Demasduit (also known as Demasduwit, Shendoreth, Waunathoake, and Mary March), creator of a Beothuk dictionary (born 1796; died 8 January 1820 at Bay of Exploits, Newfoundland). Demasduit was a Beothuk woman taken captive by English fishers in 1819. She was subsequently sent to an Anglican missionary where she created a list of Beothuk vocabulary. After her death, her remains and those of her husband were taken to Scotland. After much lobbying, the remains were returned to Newfoundland in 2020. The Government of Canada has recognized Demasduit as a Person of National Historic Significance.
Early Life and Capture
Demasduit was Beothuk, an Indigenous people who traditionally occupied what is now Newfoundland. In March 1819, she was captured by Europeans who were on an expedition in Red Indian Lake. Demasduit’s niece Shawnadithit witnessed the event and later drew a map depicting where her aunt’s capture took place. When Demasduit’s husband and Beothuk chief, Nonosabasut (Nonosbawsut), came to rescue her, he was killed by settlers. Demasduit’s and Nonosabasut’s newborn baby died shortly after the tragic altercation took place.
Preservation of Beothuk Language
Two other Beothuk women were instrumental in the preservation of the Beothuk language. Oubee, a girl who was taken by the English from her home near Charles Brook in 1791, recorded the translation of 111 Beothuk words. Shawnadithit, who was brought to Scottish naturalist and merchant William Cormack in 1828, also recorded a Beothuk word list. Additionally, she drew maps of Beothuk territory and sketches of Beothuk material culture. (See also Indigenous Languages in Canada and Indigenous Territory.)
Sometime after her capture in 1819, Demasduit was brought to St John’s. Europeans unsuccessfully attempted to return her to her own people. She was unable to locate surviving family.
Demasduit likely died of tuberculosis. Her body was returned to Red Indian Lake in February 1820 by a party led by British naval officer David Buchan.
Did You Know?
While it has been said that the Beothuk are now extinct, Mi’kmaq oral tradition denies this claim. Indigenous oral histories teach that the Beothuk intermarried with other Indigenous nations along the mainland after they had been forced out of their coastal territories by settlers. According to this perspective, Beothuk descendants live on in other Indigenous communities.
Repatriation of Remains
In 1827, William Cormack saw Demasduit’s body, placed side by side with that of Nonosabasut, in an elevated sepulchre erected by the Beothuk. Cormack took their skulls and sent them to Edinburgh, Scotland, where they were eventually housed at the National Museum of Scotland.

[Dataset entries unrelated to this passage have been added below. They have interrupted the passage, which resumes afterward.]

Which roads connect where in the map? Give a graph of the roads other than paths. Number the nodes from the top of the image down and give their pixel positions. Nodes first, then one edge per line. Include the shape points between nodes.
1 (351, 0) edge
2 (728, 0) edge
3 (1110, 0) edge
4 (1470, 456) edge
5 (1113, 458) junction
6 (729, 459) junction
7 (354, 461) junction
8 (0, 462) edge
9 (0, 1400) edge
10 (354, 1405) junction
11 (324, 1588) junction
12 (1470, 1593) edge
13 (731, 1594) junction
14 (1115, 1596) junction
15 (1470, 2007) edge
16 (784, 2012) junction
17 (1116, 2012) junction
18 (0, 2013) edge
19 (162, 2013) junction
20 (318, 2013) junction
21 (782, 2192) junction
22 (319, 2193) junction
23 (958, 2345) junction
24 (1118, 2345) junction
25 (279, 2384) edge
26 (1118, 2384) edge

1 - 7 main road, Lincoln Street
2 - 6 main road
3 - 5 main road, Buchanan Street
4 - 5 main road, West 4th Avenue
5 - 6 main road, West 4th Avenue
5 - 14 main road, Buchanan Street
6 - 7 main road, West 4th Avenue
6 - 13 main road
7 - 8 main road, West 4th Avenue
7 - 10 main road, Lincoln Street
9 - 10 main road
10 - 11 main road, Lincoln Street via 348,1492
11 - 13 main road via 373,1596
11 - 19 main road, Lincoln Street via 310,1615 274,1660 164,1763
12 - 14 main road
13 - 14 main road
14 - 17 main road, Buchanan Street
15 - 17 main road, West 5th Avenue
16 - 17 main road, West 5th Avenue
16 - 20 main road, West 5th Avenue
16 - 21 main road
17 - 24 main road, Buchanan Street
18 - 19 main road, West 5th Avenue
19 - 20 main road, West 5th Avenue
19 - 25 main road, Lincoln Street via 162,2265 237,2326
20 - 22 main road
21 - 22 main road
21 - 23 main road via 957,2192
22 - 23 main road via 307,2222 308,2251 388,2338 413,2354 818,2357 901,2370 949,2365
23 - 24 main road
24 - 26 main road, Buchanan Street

In 2015, Chief Mi’sel Joe of the Miawpukek First Nation at Conne River began a process to repatriate the remains. Joe travelled to Scotland to view the remains and performed a sweetgrass ceremony for the Beothuk people, a spiritual purification ritual meant to wash away negative thoughts and feelings. In February 2016, Newfoundland and Labrador premier Dwight Ball officially wrote National Museums Scotland to ask them to return the Beothuk remains to Canada. This was followed by a similar request in November 2017 from the federal minister of Canadian Heritage, Mélanie Joly. In January 2019, Gordon Rintoul, director of National Museums Scotland, announced that an agreement was reached with Canadian authorities to have the remains returned to Canada. After much lobbying, the remains were returned to Newfoundland in 2020.

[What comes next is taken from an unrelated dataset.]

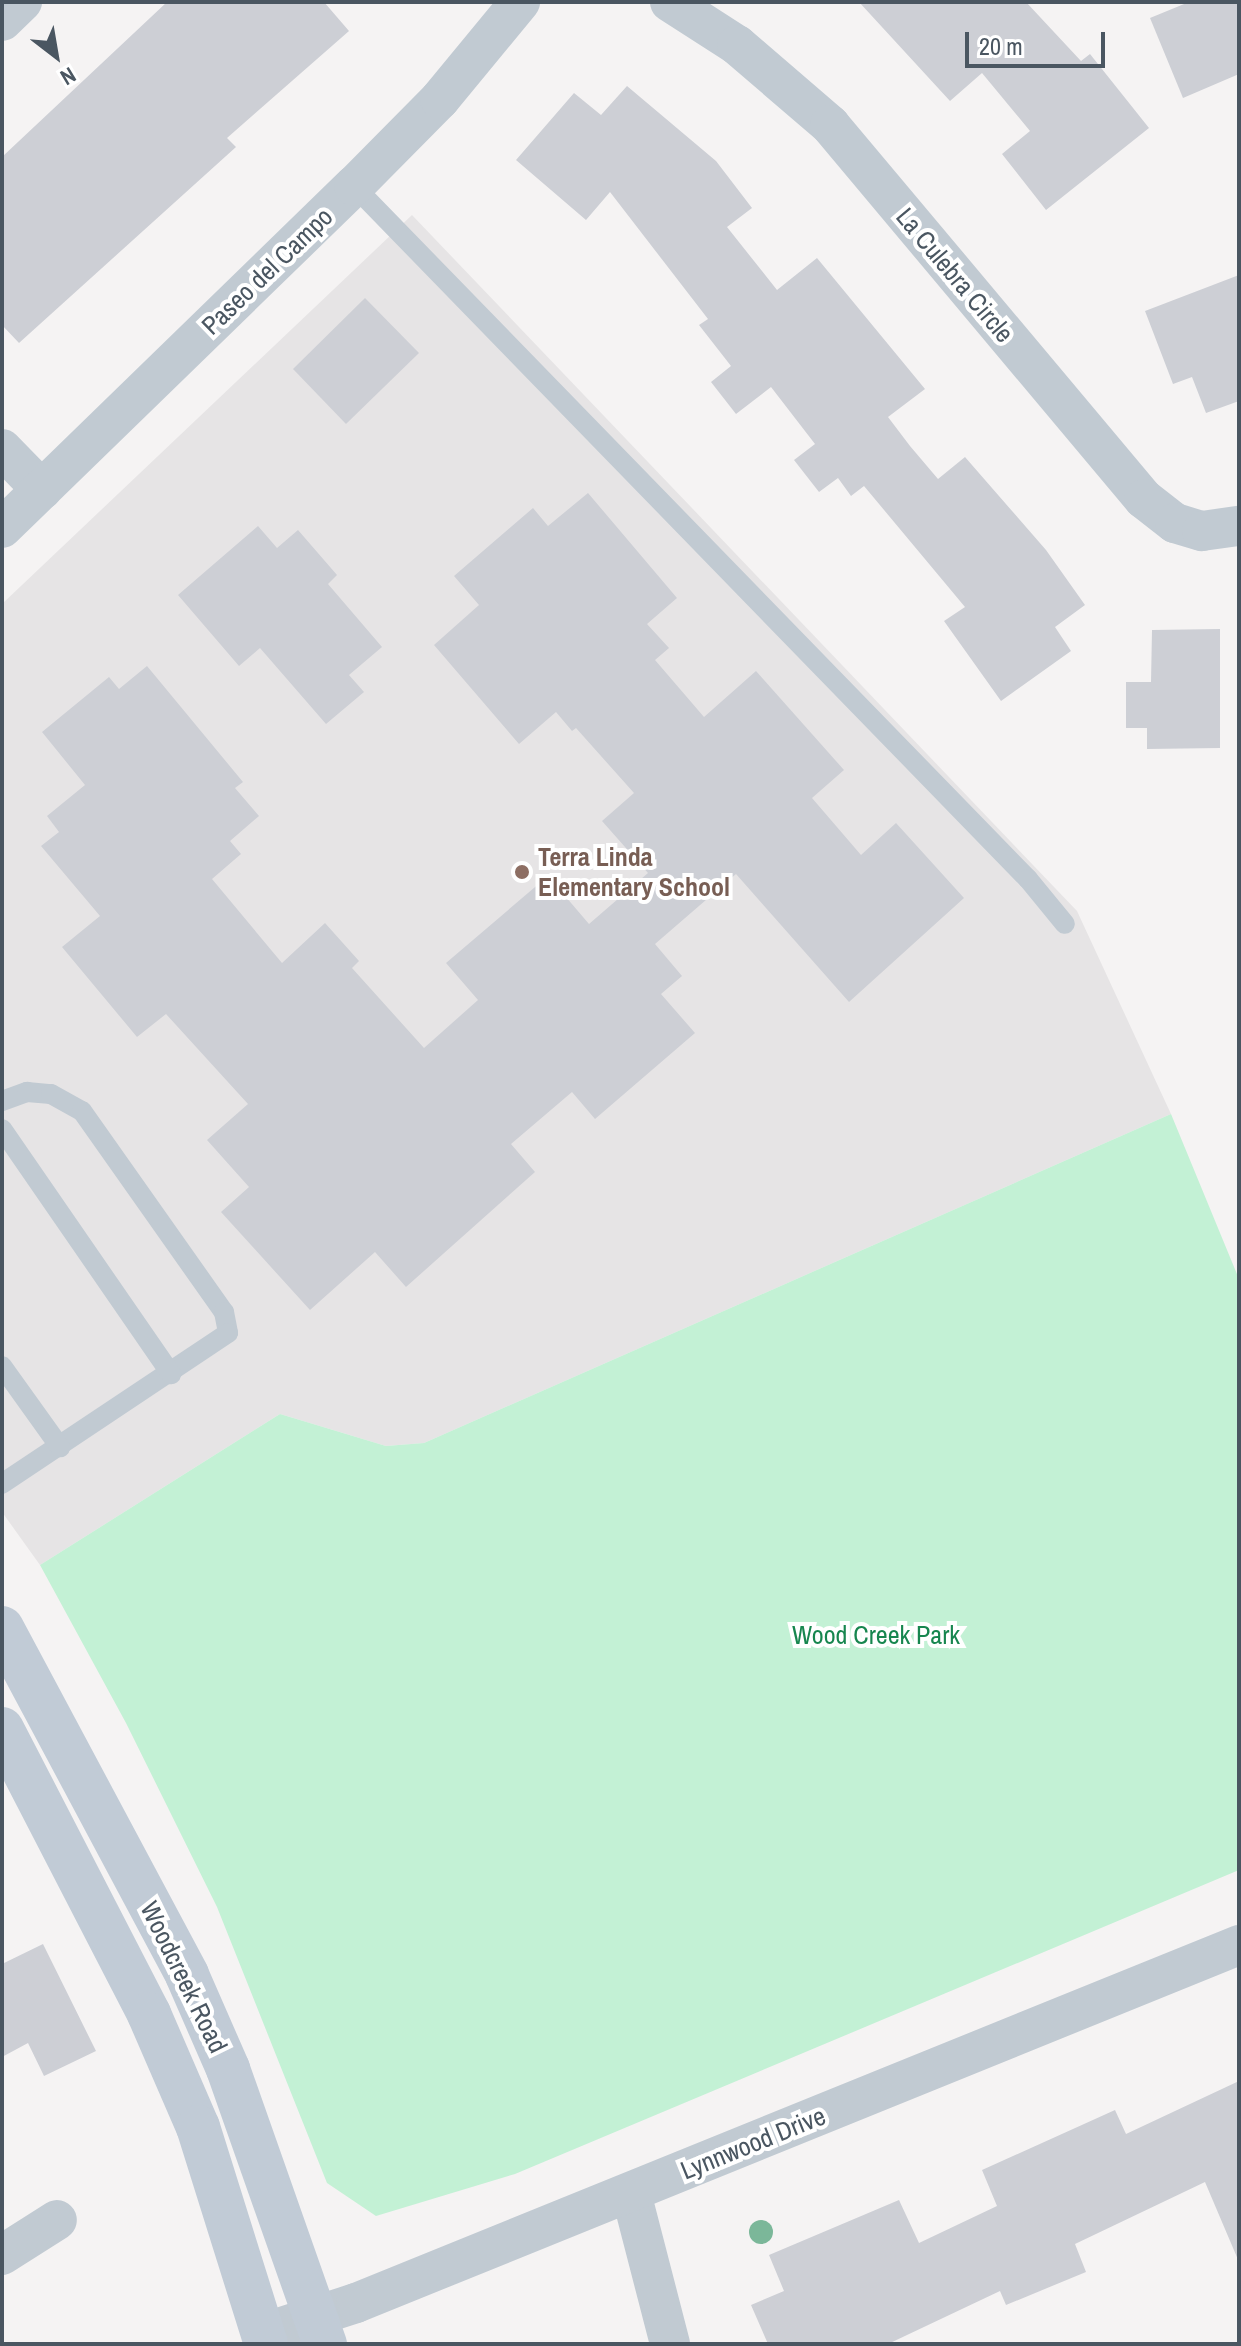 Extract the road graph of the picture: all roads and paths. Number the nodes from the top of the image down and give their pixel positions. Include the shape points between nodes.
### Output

Chief Mi’sel Joe believes that the repatriation of Demasduit and Nonosabasut’s remains could help to lessen Newfoundland’s “dark history.” In the past, Newfoundland’s school curricula erroneously blamed the extinction of the Beothuk on the Mi’kmaq. It accused the Mi’kmaq of killing off the Beothuk at the request of the French. The repatriation, Chief Mi’sel Joe believes, could lead to a chapter of reconciliation for the Indigenous and non-Indigenous peoples of Newfoundland and Labrador.

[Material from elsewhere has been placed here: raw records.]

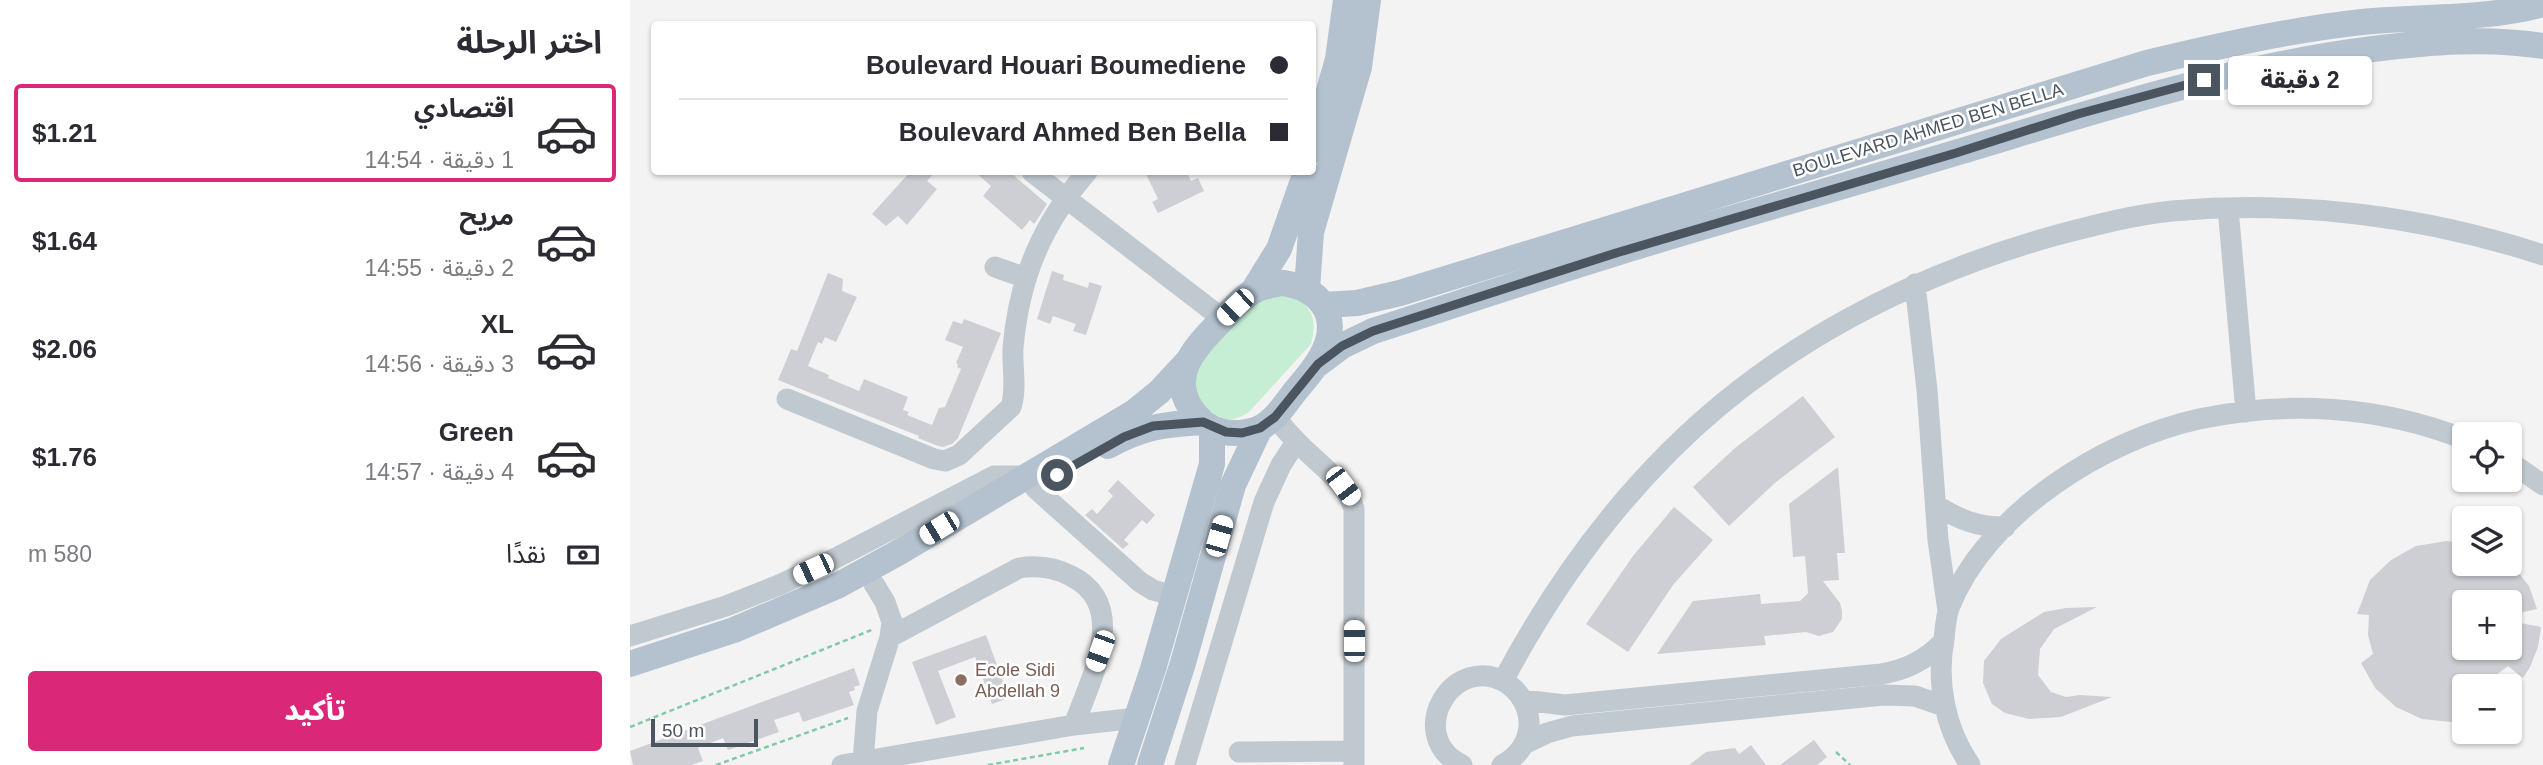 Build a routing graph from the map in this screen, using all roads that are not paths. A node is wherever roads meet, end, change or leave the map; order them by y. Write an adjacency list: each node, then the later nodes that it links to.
1 (1346, 0): 5 (main road)
2 (1368, 0): 16 (main road)
3 (2543, 4): 16 (main road, BOULEVARD AHMED BEN BELLA)
4 (2543, 46): 19 (main road, BOULEVARD AHMED BEN BELLA)
5 (1316, 137)
6 (1036, 175): 9 (street)
7 (1084, 175): 9 (street)
8 (1305, 175): 15 (main road)
9 (1064, 198): 13 (street); 17 (street)
10 (2228, 208): 11 (street); 14 (street); 21 (street)
11 (2543, 255)
12 (995, 267): 13 (street)
13 (1026, 278): 20 (street)
14 (1915, 284): 29 (street); 39 (street)
15 (1253, 291): 16 (main road); 17 (main road)
16 (1315, 297): 19 (main road)
17 (1223, 319): 18 (main road)
18 (1187, 362): 23 (main road); 27 (main road)
19 (1318, 364): 22 (main road)
20 (787, 399)
21 (2246, 412): 24 (street); 30 (street)
22 (1267, 423): 23 (main road); 25 (street); 49 (main road)
23 (1207, 425): 27 (main road); 32 (main road)
24 (2452, 435)
25 (1296, 442): 46 (street); 50 (street)
26 (2522, 470): 28 (street)
27 (1030, 482): 31 (main road); 32 (street); 35 (street); 37 (main road)
28 (2543, 485)
29 (1936, 505): 30 (street); 33 (street)
30 (2005, 527): 33 (street)
31 (874, 584): 34 (street); 38 (main road)
32 (1174, 596): 42 (main road)
33 (1948, 611): 36 (street)
34 (891, 629): 43 (street); 47 (street)
35 (630, 636)
36 (1943, 642): 40 (street); 41 (street)
37 (630, 664)
38 (630, 678)
39 (1503, 681): 40 (street); 51 (street)
40 (1523, 700): 44 (street)
41 (1944, 706): 44 (street); 53 (street)
42 (1137, 718): 43 (street); 48 (main road)
43 (1074, 725): 47 (street)
44 (1524, 744): 52 (street)
45 (1239, 752): 46 (street)
46 (1354, 758)
47 (853, 763)
48 (1121, 765)
49 (1150, 765)
50 (1185, 765)
51 (1462, 765)
52 (1502, 765)
53 (1970, 765)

Demasduit’s written record of the Beothuk language has helped to preserve her people’s culture. In 2007, she was recognized by the Canadian government as a person of national historic significance.
The Mary March Provincial Museum in Grand Falls-Windsor, Newfoundland, was named for her, using an English version of her name. In 2022, the museum changed its name to the Demasduit Regional Museum. This was done out of respect for Demasduit and the Beothuk, and as a step toward reconciliation.